To complete the exercise, write out all the data exactly.

==== DATA FOR THIS TASK ====

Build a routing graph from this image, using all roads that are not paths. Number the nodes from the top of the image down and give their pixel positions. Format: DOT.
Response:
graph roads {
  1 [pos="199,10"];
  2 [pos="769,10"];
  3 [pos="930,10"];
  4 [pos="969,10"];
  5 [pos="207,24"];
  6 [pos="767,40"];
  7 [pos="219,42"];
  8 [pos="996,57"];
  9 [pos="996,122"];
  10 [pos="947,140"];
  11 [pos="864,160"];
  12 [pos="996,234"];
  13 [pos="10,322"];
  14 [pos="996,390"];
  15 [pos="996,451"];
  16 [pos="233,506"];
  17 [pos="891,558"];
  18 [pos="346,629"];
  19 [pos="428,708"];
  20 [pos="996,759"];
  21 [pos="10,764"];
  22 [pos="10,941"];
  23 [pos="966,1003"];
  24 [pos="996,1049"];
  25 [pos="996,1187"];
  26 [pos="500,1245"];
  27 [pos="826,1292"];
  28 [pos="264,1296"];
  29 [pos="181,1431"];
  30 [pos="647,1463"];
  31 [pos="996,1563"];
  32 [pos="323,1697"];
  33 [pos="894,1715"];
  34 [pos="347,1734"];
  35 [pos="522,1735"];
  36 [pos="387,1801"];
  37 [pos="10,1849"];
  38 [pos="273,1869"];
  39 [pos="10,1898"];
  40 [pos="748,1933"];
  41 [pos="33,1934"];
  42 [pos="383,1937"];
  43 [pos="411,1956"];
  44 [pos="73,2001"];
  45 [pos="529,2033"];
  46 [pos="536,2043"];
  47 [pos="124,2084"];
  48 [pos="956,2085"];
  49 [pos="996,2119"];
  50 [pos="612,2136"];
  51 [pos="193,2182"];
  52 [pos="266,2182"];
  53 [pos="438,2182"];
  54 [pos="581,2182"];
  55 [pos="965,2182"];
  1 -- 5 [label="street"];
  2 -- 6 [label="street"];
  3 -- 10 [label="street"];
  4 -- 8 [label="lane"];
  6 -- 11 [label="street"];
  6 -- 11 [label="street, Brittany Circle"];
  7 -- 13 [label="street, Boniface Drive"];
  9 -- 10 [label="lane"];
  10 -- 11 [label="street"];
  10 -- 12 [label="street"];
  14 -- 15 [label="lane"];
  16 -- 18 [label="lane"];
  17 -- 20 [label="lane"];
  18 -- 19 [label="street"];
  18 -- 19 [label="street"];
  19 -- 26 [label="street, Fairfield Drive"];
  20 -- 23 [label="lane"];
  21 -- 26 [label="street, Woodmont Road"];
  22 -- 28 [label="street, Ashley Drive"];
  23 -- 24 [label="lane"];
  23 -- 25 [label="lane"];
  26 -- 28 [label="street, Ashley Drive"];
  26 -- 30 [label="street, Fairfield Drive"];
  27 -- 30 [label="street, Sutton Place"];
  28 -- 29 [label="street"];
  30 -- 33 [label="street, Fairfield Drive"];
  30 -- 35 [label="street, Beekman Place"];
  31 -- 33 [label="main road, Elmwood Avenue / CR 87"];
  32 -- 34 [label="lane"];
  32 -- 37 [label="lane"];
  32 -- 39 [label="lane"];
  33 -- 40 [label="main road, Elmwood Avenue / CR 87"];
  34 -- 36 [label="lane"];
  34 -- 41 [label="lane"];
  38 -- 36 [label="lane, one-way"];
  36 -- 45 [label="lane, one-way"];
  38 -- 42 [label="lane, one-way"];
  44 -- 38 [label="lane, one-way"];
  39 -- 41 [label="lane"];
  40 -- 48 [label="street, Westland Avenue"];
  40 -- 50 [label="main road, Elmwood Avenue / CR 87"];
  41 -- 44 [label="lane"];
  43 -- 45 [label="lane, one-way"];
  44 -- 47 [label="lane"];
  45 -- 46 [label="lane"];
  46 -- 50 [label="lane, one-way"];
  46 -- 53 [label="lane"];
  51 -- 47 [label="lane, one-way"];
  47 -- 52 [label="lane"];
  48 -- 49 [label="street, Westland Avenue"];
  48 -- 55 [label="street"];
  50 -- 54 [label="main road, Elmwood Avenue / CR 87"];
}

====

RESULT OF THIS TASK:
Build a routing graph from this image, using all roads that are not paths. Number the nodes from the top of the image down and give their pixel positions. Format: DOT.
Response:
graph roads {
  1 [pos="199,10"];
  2 [pos="769,10"];
  3 [pos="930,10"];
  4 [pos="969,10"];
  5 [pos="207,24"];
  6 [pos="767,40"];
  7 [pos="219,42"];
  8 [pos="996,57"];
  9 [pos="996,122"];
  10 [pos="947,140"];
  11 [pos="864,160"];
  12 [pos="996,234"];
  13 [pos="10,322"];
  14 [pos="996,390"];
  15 [pos="996,451"];
  16 [pos="233,506"];
  17 [pos="891,558"];
  18 [pos="346,629"];
  19 [pos="428,708"];
  20 [pos="996,759"];
  21 [pos="10,764"];
  22 [pos="10,941"];
  23 [pos="966,1003"];
  24 [pos="996,1049"];
  25 [pos="996,1187"];
  26 [pos="500,1245"];
  27 [pos="826,1292"];
  28 [pos="264,1296"];
  29 [pos="181,1431"];
  30 [pos="647,1463"];
  31 [pos="996,1563"];
  32 [pos="323,1697"];
  33 [pos="894,1715"];
  34 [pos="347,1734"];
  35 [pos="522,1735"];
  36 [pos="387,1801"];
  37 [pos="10,1849"];
  38 [pos="273,1869"];
  39 [pos="10,1898"];
  40 [pos="748,1933"];
  41 [pos="33,1934"];
  42 [pos="383,1937"];
  43 [pos="411,1956"];
  44 [pos="73,2001"];
  45 [pos="529,2033"];
  46 [pos="536,2043"];
  47 [pos="124,2084"];
  48 [pos="956,2085"];
  49 [pos="996,2119"];
  50 [pos="612,2136"];
  51 [pos="193,2182"];
  52 [pos="266,2182"];
  53 [pos="438,2182"];
  54 [pos="581,2182"];
  55 [pos="965,2182"];
  1 -- 5 [label="street"];
  2 -- 6 [label="street"];
  3 -- 10 [label="street"];
  4 -- 8 [label="lane"];
  6 -- 11 [label="street"];
  6 -- 11 [label="street, Brittany Circle"];
  7 -- 13 [label="street, Boniface Drive"];
  9 -- 10 [label="lane"];
  10 -- 11 [label="street"];
  10 -- 12 [label="street"];
  14 -- 15 [label="lane"];
  16 -- 18 [label="lane"];
  17 -- 20 [label="lane"];
  18 -- 19 [label="street"];
  18 -- 19 [label="street"];
  19 -- 26 [label="street, Fairfield Drive"];
  20 -- 23 [label="lane"];
  21 -- 26 [label="street, Woodmont Road"];
  22 -- 28 [label="street, Ashley Drive"];
  23 -- 24 [label="lane"];
  23 -- 25 [label="lane"];
  26 -- 28 [label="street, Ashley Drive"];
  26 -- 30 [label="street, Fairfield Drive"];
  27 -- 30 [label="street, Sutton Place"];
  28 -- 29 [label="street"];
  30 -- 33 [label="street, Fairfield Drive"];
  30 -- 35 [label="street, Beekman Place"];
  31 -- 33 [label="main road, Elmwood Avenue / CR 87"];
  32 -- 34 [label="lane"];
  32 -- 37 [label="lane"];
  32 -- 39 [label="lane"];
  33 -- 40 [label="main road, Elmwood Avenue / CR 87"];
  34 -- 36 [label="lane"];
  34 -- 41 [label="lane"];
  38 -- 36 [label="lane, one-way"];
  36 -- 45 [label="lane, one-way"];
  38 -- 42 [label="lane, one-way"];
  44 -- 38 [label="lane, one-way"];
  39 -- 41 [label="lane"];
  40 -- 48 [label="street, Westland Avenue"];
  40 -- 50 [label="main road, Elmwood Avenue / CR 87"];
  41 -- 44 [label="lane"];
  43 -- 45 [label="lane, one-way"];
  44 -- 47 [label="lane"];
  45 -- 46 [label="lane"];
  46 -- 50 [label="lane, one-way"];
  46 -- 53 [label="lane"];
  51 -- 47 [label="lane, one-way"];
  47 -- 52 [label="lane"];
  48 -- 49 [label="street, Westland Avenue"];
  48 -- 55 [label="street"];
  50 -- 54 [label="main road, Elmwood Avenue / CR 87"];
}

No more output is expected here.